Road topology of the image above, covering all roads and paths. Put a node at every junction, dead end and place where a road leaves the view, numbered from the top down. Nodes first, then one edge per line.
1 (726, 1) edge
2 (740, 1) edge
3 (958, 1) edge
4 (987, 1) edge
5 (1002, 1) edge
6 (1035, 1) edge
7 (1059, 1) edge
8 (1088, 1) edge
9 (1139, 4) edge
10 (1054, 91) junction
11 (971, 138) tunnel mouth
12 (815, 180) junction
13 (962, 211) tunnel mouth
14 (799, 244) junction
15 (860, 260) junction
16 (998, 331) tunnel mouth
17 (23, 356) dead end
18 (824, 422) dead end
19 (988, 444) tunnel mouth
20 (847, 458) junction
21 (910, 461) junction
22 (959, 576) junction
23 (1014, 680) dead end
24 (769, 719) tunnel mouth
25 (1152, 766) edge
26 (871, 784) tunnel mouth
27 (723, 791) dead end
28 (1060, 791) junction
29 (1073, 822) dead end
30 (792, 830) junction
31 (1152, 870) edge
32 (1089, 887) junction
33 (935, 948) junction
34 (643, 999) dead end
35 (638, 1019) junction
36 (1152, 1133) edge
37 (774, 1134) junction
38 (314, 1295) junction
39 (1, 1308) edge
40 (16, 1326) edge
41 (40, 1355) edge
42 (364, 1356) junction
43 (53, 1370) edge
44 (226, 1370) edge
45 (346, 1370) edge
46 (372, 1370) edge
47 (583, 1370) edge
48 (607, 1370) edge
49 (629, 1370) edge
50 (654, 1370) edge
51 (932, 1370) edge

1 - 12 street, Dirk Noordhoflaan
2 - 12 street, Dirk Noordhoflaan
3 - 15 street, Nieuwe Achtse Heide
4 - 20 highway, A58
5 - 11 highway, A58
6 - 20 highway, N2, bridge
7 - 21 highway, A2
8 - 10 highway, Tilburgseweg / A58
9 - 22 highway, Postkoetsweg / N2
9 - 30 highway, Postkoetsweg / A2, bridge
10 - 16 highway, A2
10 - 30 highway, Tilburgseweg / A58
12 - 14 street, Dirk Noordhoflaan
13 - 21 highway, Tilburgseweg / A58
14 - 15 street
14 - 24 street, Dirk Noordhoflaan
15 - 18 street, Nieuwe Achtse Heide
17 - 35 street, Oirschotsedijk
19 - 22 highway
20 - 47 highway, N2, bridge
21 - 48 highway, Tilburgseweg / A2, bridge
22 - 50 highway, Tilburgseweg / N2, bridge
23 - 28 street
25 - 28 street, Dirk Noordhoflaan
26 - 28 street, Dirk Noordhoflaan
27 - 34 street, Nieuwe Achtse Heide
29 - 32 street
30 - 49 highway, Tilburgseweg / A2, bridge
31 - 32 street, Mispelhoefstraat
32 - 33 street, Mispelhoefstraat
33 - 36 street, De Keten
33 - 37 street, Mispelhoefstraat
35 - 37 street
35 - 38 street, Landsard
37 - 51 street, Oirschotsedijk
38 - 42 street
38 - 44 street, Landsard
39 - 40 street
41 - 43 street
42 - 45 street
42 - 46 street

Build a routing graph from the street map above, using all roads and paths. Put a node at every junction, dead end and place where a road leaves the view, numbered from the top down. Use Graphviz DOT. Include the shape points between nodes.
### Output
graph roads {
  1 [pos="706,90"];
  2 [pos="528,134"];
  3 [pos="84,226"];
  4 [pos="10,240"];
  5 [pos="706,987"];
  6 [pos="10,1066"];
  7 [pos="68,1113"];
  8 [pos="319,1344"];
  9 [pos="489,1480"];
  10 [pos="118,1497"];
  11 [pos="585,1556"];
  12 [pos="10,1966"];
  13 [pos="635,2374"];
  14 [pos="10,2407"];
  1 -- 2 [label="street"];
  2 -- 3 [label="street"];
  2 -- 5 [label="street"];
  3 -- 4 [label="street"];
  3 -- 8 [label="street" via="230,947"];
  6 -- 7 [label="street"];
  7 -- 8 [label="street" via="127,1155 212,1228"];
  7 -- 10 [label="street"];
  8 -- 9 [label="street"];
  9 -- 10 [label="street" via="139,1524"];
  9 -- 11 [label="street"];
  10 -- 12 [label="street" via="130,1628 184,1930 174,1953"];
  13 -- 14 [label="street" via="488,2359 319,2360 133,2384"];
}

### Activity
Restate the data in full so that no line differs from the original.

### Task result
Road topology of the image above, covering all roads and paths. Put a node at every junction, dead end and place where a road leaves the view, numbered from the top down. Nodes first, then one edge per line.
1 (726, 1) edge
2 (740, 1) edge
3 (958, 1) edge
4 (987, 1) edge
5 (1002, 1) edge
6 (1035, 1) edge
7 (1059, 1) edge
8 (1088, 1) edge
9 (1139, 4) edge
10 (1054, 91) junction
11 (971, 138) tunnel mouth
12 (815, 180) junction
13 (962, 211) tunnel mouth
14 (799, 244) junction
15 (860, 260) junction
16 (998, 331) tunnel mouth
17 (23, 356) dead end
18 (824, 422) dead end
19 (988, 444) tunnel mouth
20 (847, 458) junction
21 (910, 461) junction
22 (959, 576) junction
23 (1014, 680) dead end
24 (769, 719) tunnel mouth
25 (1152, 766) edge
26 (871, 784) tunnel mouth
27 (723, 791) dead end
28 (1060, 791) junction
29 (1073, 822) dead end
30 (792, 830) junction
31 (1152, 870) edge
32 (1089, 887) junction
33 (935, 948) junction
34 (643, 999) dead end
35 (638, 1019) junction
36 (1152, 1133) edge
37 (774, 1134) junction
38 (314, 1295) junction
39 (1, 1308) edge
40 (16, 1326) edge
41 (40, 1355) edge
42 (364, 1356) junction
43 (53, 1370) edge
44 (226, 1370) edge
45 (346, 1370) edge
46 (372, 1370) edge
47 (583, 1370) edge
48 (607, 1370) edge
49 (629, 1370) edge
50 (654, 1370) edge
51 (932, 1370) edge

1 - 12 street, Dirk Noordhoflaan
2 - 12 street, Dirk Noordhoflaan
3 - 15 street, Nieuwe Achtse Heide
4 - 20 highway, A58
5 - 11 highway, A58
6 - 20 highway, N2, bridge
7 - 21 highway, A2
8 - 10 highway, Tilburgseweg / A58
9 - 22 highway, Postkoetsweg / N2
9 - 30 highway, Postkoetsweg / A2, bridge
10 - 16 highway, A2
10 - 30 highway, Tilburgseweg / A58
12 - 14 street, Dirk Noordhoflaan
13 - 21 highway, Tilburgseweg / A58
14 - 15 street
14 - 24 street, Dirk Noordhoflaan
15 - 18 street, Nieuwe Achtse Heide
17 - 35 street, Oirschotsedijk
19 - 22 highway
20 - 47 highway, N2, bridge
21 - 48 highway, Tilburgseweg / A2, bridge
22 - 50 highway, Tilburgseweg / N2, bridge
23 - 28 street
25 - 28 street, Dirk Noordhoflaan
26 - 28 street, Dirk Noordhoflaan
27 - 34 street, Nieuwe Achtse Heide
29 - 32 street
30 - 49 highway, Tilburgseweg / A2, bridge
31 - 32 street, Mispelhoefstraat
32 - 33 street, Mispelhoefstraat
33 - 36 street, De Keten
33 - 37 street, Mispelhoefstraat
35 - 37 street
35 - 38 street, Landsard
37 - 51 street, Oirschotsedijk
38 - 42 street
38 - 44 street, Landsard
39 - 40 street
41 - 43 street
42 - 45 street
42 - 46 street

Build a routing graph from the street map above, using all roads and paths. Put a node at every junction, dead end and place where a road leaves the view, numbered from the top down. Use Graphviz DOT. Include the shape points between nodes.
### Output
graph roads {
  1 [pos="706,90"];
  2 [pos="528,134"];
  3 [pos="84,226"];
  4 [pos="10,240"];
  5 [pos="706,987"];
  6 [pos="10,1066"];
  7 [pos="68,1113"];
  8 [pos="319,1344"];
  9 [pos="489,1480"];
  10 [pos="118,1497"];
  11 [pos="585,1556"];
  12 [pos="10,1966"];
  13 [pos="635,2374"];
  14 [pos="10,2407"];
  1 -- 2 [label="street"];
  2 -- 3 [label="street"];
  2 -- 5 [label="street"];
  3 -- 4 [label="street"];
  3 -- 8 [label="street" via="230,947"];
  6 -- 7 [label="street"];
  7 -- 8 [label="street" via="127,1155 212,1228"];
  7 -- 10 [label="street"];
  8 -- 9 [label="street"];
  9 -- 10 [label="street" via="139,1524"];
  9 -- 11 [label="street"];
  10 -- 12 [label="street" via="130,1628 184,1930 174,1953"];
  13 -- 14 [label="street" via="488,2359 319,2360 133,2384"];
}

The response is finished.